- Task input
---

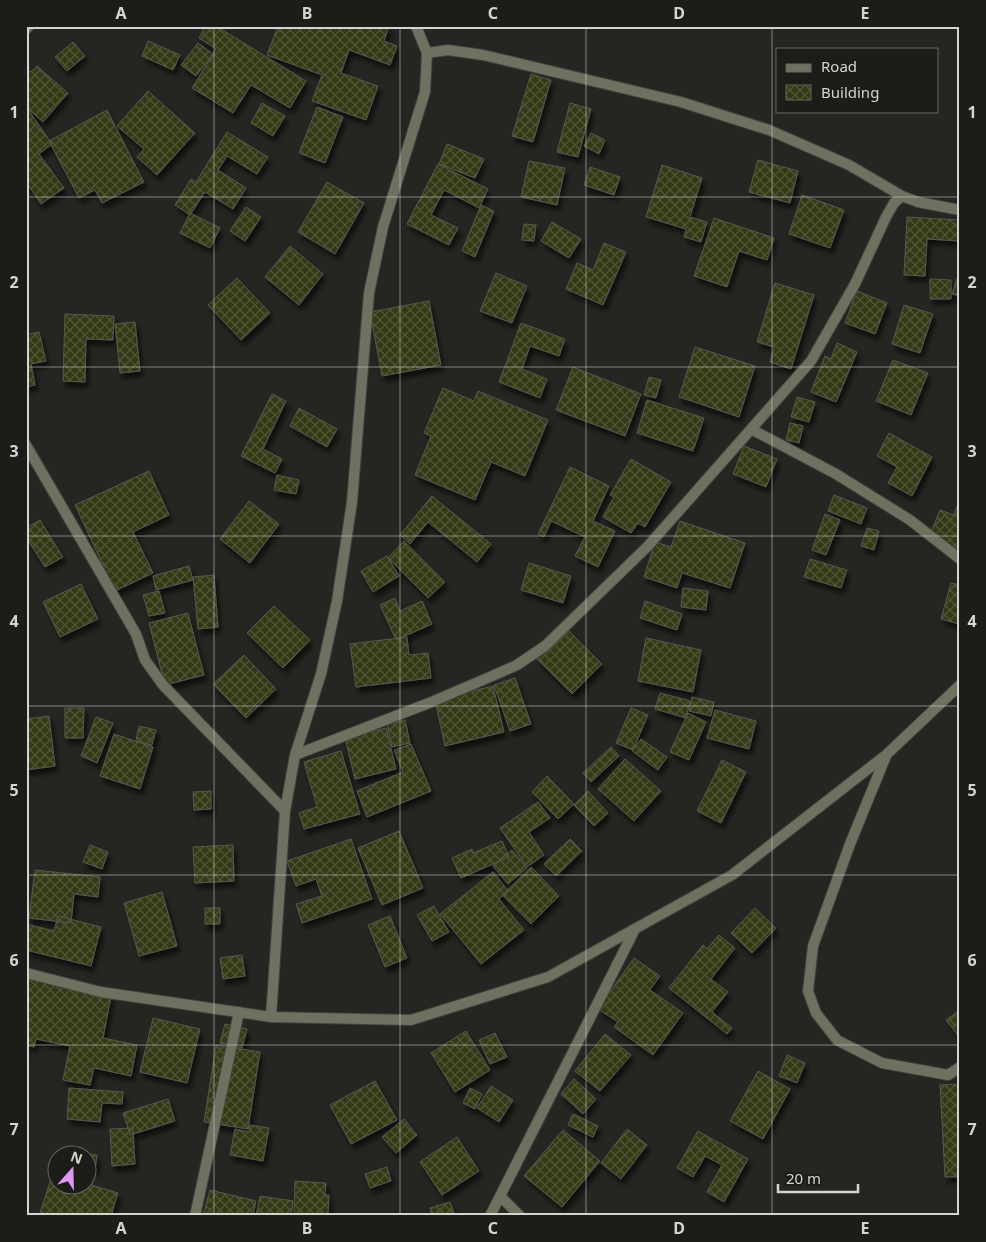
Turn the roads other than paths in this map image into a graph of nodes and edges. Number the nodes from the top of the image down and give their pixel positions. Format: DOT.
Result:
graph roads {
  1 [pos="29,26"];
  2 [pos="416,26"];
  3 [pos="26,29"];
  4 [pos="427,53"];
  5 [pos="902,196"];
  6 [pos="960,210"];
  7 [pos="751,429"];
  8 [pos="26,444"];
  9 [pos="960,559"];
  10 [pos="960,685"];
  11 [pos="295,755"];
  12 [pos="886,756"];
  13 [pos="285,811"];
  14 [pos="635,929"];
  15 [pos="26,973"];
  16 [pos="239,1012"];
  17 [pos="271,1017"];
  18 [pos="960,1067"];
  19 [pos="500,1196"];
  20 [pos="195,1216"];
  21 [pos="490,1216"];
  22 [pos="520,1216"];
  1 -- 3 [label="street"];
  2 -- 4 [label="street"];
  4 -- 5 [label="street"];
  4 -- 11 [label="street"];
  5 -- 6 [label="street"];
  5 -- 7 [label="street"];
  7 -- 9 [label="street"];
  7 -- 11 [label="street"];
  8 -- 13 [label="street"];
  10 -- 12 [label="street"];
  11 -- 13 [label="street"];
  12 -- 14 [label="street"];
  12 -- 18 [label="street"];
  13 -- 17 [label="street"];
  14 -- 17 [label="street"];
  14 -- 19 [label="street"];
  15 -- 16 [label="street"];
  16 -- 17 [label="street"];
  16 -- 20 [label="street"];
  19 -- 21 [label="street"];
  19 -- 22 [label="street"];
}
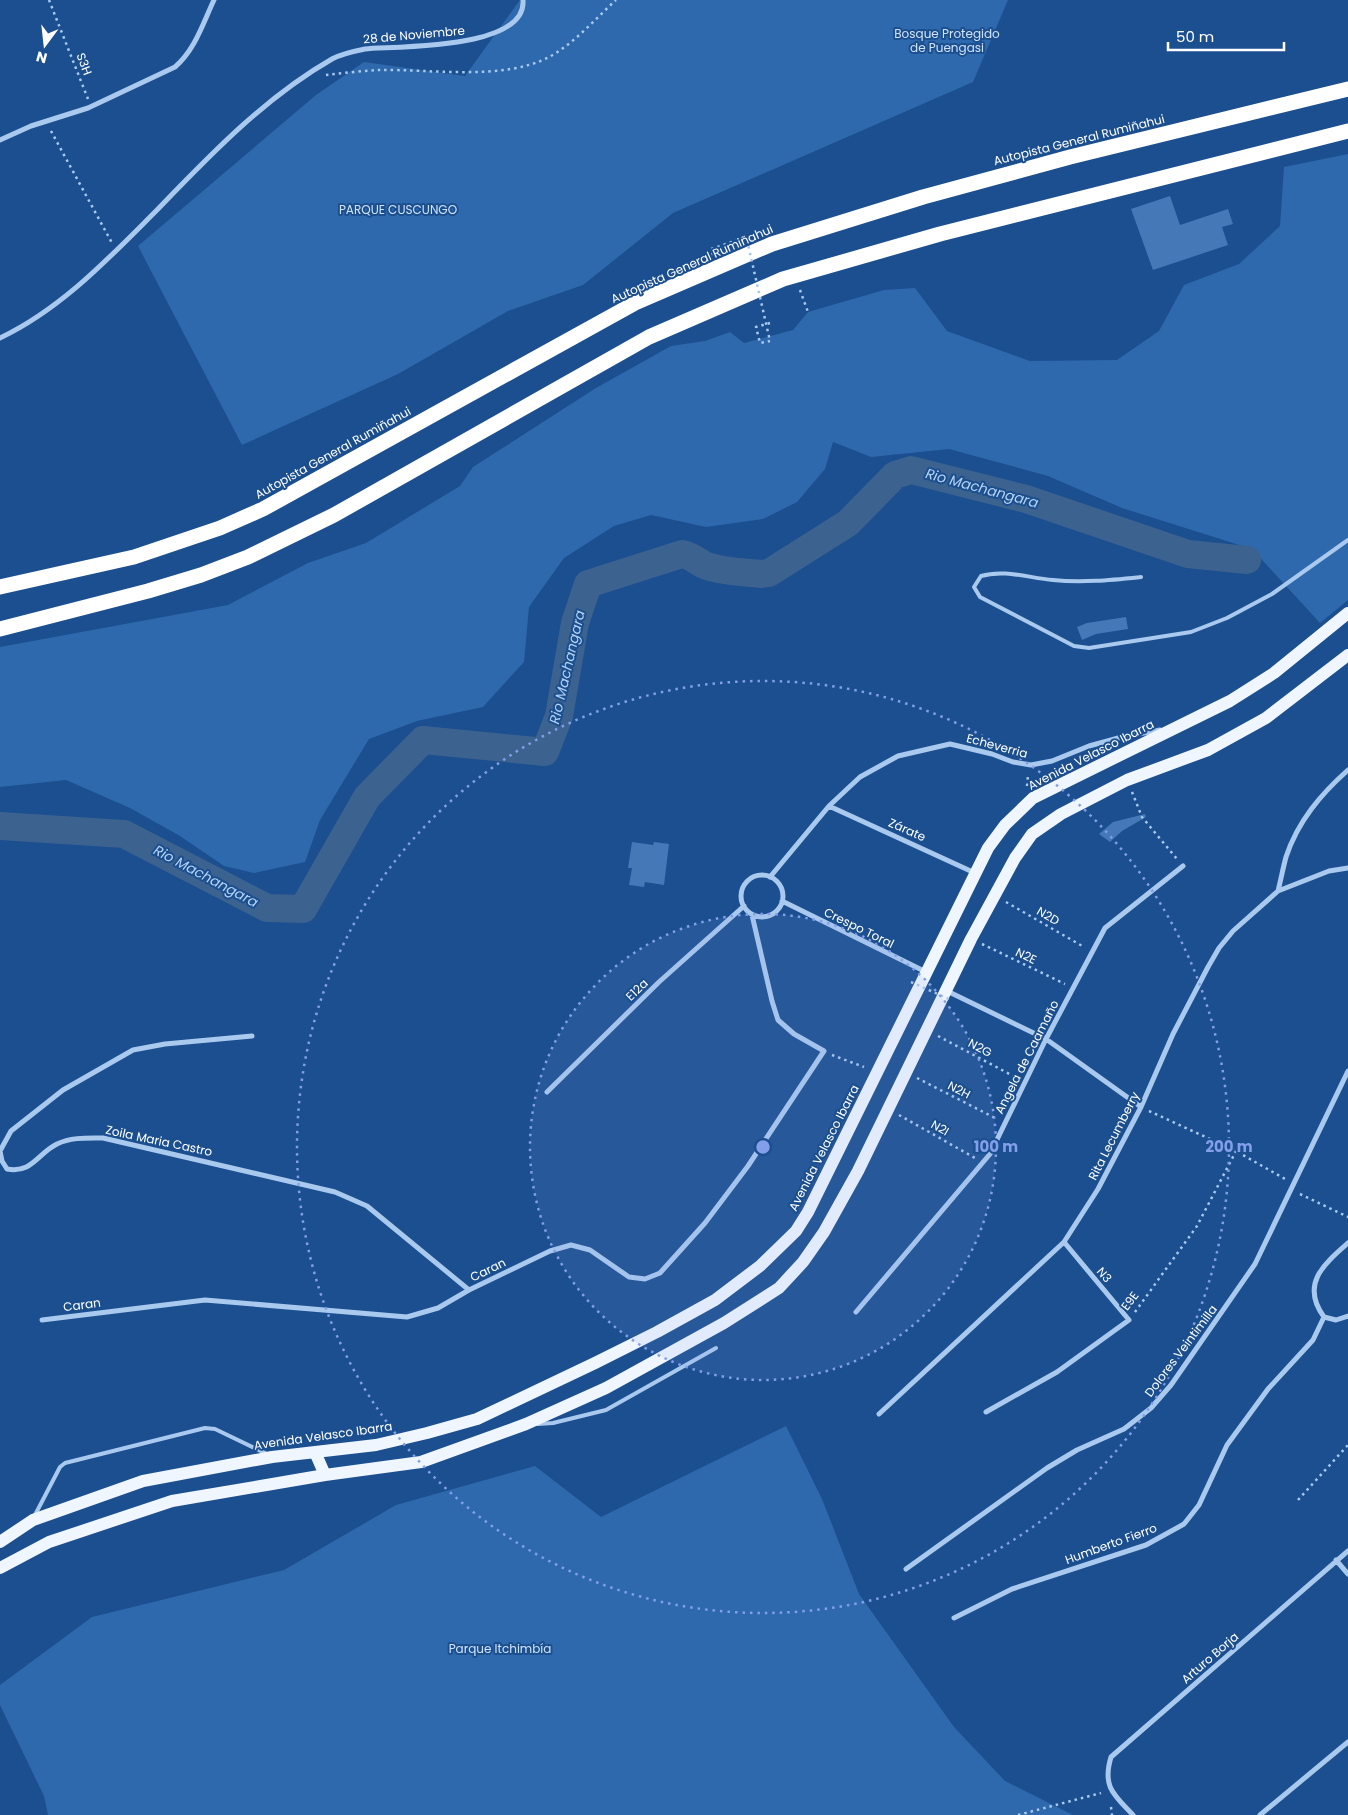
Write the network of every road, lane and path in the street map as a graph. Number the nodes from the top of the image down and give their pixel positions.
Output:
1 (49, 0) edge
2 (214, 0) edge
3 (523, 0) edge
4 (616, 0) edge
5 (318, 78) dead end
6 (1348, 89) edge
7 (91, 107) junction
8 (46, 121) junction
9 (1348, 131) edge
10 (0, 140) edge
11 (747, 240) dead end
12 (116, 250) junction
13 (794, 276) junction
14 (808, 312) dead end
15 (770, 323) dead end
16 (0, 338) edge
17 (1348, 540) edge
18 (1141, 577) dead end
19 (0, 587) edge
20 (1348, 613) edge
21 (0, 629) edge
22 (1348, 655) edge
23 (1175, 728) junction
24 (1348, 770) edge
25 (1028, 776) dead end
26 (1127, 780) junction
27 (1027, 788) dead end
28 (829, 806) junction
29 (1183, 866) joint
30 (1348, 868) edge
31 (975, 874) junction
32 (770, 877) junction
33 (1278, 890) junction
34 (994, 895) junction
35 (782, 901) junction
36 (744, 906) junction
37 (752, 915) junction
38 (971, 939) junction
39 (1093, 952) junction
40 (927, 972) junction
41 (911, 982) dead end
42 (1074, 988) junction
43 (949, 996) junction
44 (927, 1030) junction
45 (252, 1036) dead end
46 (1046, 1039) junction
47 (824, 1051) junction
48 (1348, 1071) edge
49 (878, 1073) junction
50 (906, 1073) junction
51 (1025, 1082) junction
52 (547, 1092) dead end
53 (1141, 1107) junction
54 (889, 1109) junction
55 (1005, 1123) junction
56 (1236, 1151) junction
57 (983, 1162) junction
58 (1295, 1184) junction
59 (1292, 1190) junction
60 (1348, 1217) edge
61 (1064, 1242) junction
62 (1348, 1243) edge
63 (469, 1290) junction
64 (856, 1312) dead end
65 (1348, 1316) edge
66 (1324, 1317) junction
67 (42, 1320) dead end
68 (1129, 1320) junction
69 (716, 1348) dead end
70 (986, 1412) dead end
71 (879, 1414) dead end
72 (526, 1424) junction
73 (1348, 1445) edge
74 (315, 1452) junction
75 (272, 1456) junction
76 (325, 1474) junction
77 (1298, 1500) dead end
78 (33, 1520) junction
79 (0, 1542) edge
80 (1348, 1551) edge
81 (1336, 1560) junction
82 (0, 1568) edge
83 (906, 1569) dead end
84 (1348, 1574) edge
85 (954, 1618) dead end
86 (1348, 1742) edge
87 (1110, 1791) junction
88 (1018, 1815) edge
89 (1133, 1815) edge
90 (1260, 1815) edge

1 - 7 path, S3H
2 - 7 street
3 - 12 street, 28 de Noviembre
4 - 5 path
6 - 19 highway, Autopista General Rumiñahui
7 - 8 street
8 - 10 street
8 - 12 path
9 - 13 highway
11 - 15 path, bridge
12 - 16 street, 28 de Noviembre
13 - 14 path
13 - 21 highway
17 - 18 lane
20 - 23 main road, Avenida Velasco Ibarra
22 - 26 main road
23 - 28 street, Echeverria
23 - 31 main road, Avenida Velasco Ibarra
24 - 33 street
25 - 27 path
26 - 29 path
26 - 34 main road
28 - 31 street, Zárate
28 - 32 street, Echeverria
29 - 39 street, Angela de Caamaño
30 - 33 street, Rita Lecumberry
31 - 40 main road, Avenida Velasco Ibarra
32 - 35 street
32 - 36 street
33 - 53 street, Rita Lecumberry
34 - 38 main road
34 - 39 path, N2D
35 - 37 street
35 - 40 street, Crespo Toral
36 - 37 street
36 - 52 street, E12a
37 - 47 street
38 - 42 path, N2E
38 - 43 main road
39 - 42 street, Angela de Caamaño
40 - 49 main road, Avenida Velasco Ibarra
41 - 43 path, bridge
42 - 46 street, Angela de Caamaño
43 - 44 main road
43 - 46 street
44 - 50 main road
44 - 51 path, N2G
45 - 63 street, Zoila Maria Castro
46 - 51 street, Angela de Caamaño
46 - 53 street
47 - 49 path
47 - 63 street, Caran
48 - 58 street, Dolores Veintimilla
49 - 74 main road, Avenida Velasco Ibarra
50 - 54 main road
50 - 55 path, N2H
51 - 55 street, Angela de Caamaño
53 - 56 path
53 - 61 street, Rita Lecumberry
54 - 57 path, N2I
54 - 72 main road
55 - 57 street, Angela de Caamaño
56 - 58 path
56 - 68 path, E9E
57 - 64 street, Angela de Caamaño
58 - 59 street, Dolores Veintimilla
59 - 60 path
59 - 83 street, Dolores Veintimilla
61 - 68 street, N3
61 - 71 street, Rita Lecumberry
62 - 66 street
63 - 67 street, Caran
65 - 66 street
66 - 85 street, Humberto Fierro
68 - 70 street, E9E
69 - 72 lane
72 - 76 main road
73 - 77 path
74 - 75 main road, Avenida Velasco Ibarra
74 - 76 main road
75 - 78 main road, Avenida Velasco Ibarra
75 - 78 lane
76 - 82 main road
78 - 79 main road, Avenida Velasco Ibarra
80 - 81 street, Arturo Borja
81 - 84 street
81 - 87 street, Arturo Borja
86 - 90 street
87 - 88 path
87 - 89 street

---

- What is expected
Examine the listing above and state the number of lines that contain the word "Avenida", with no further remarks.

- Your response
8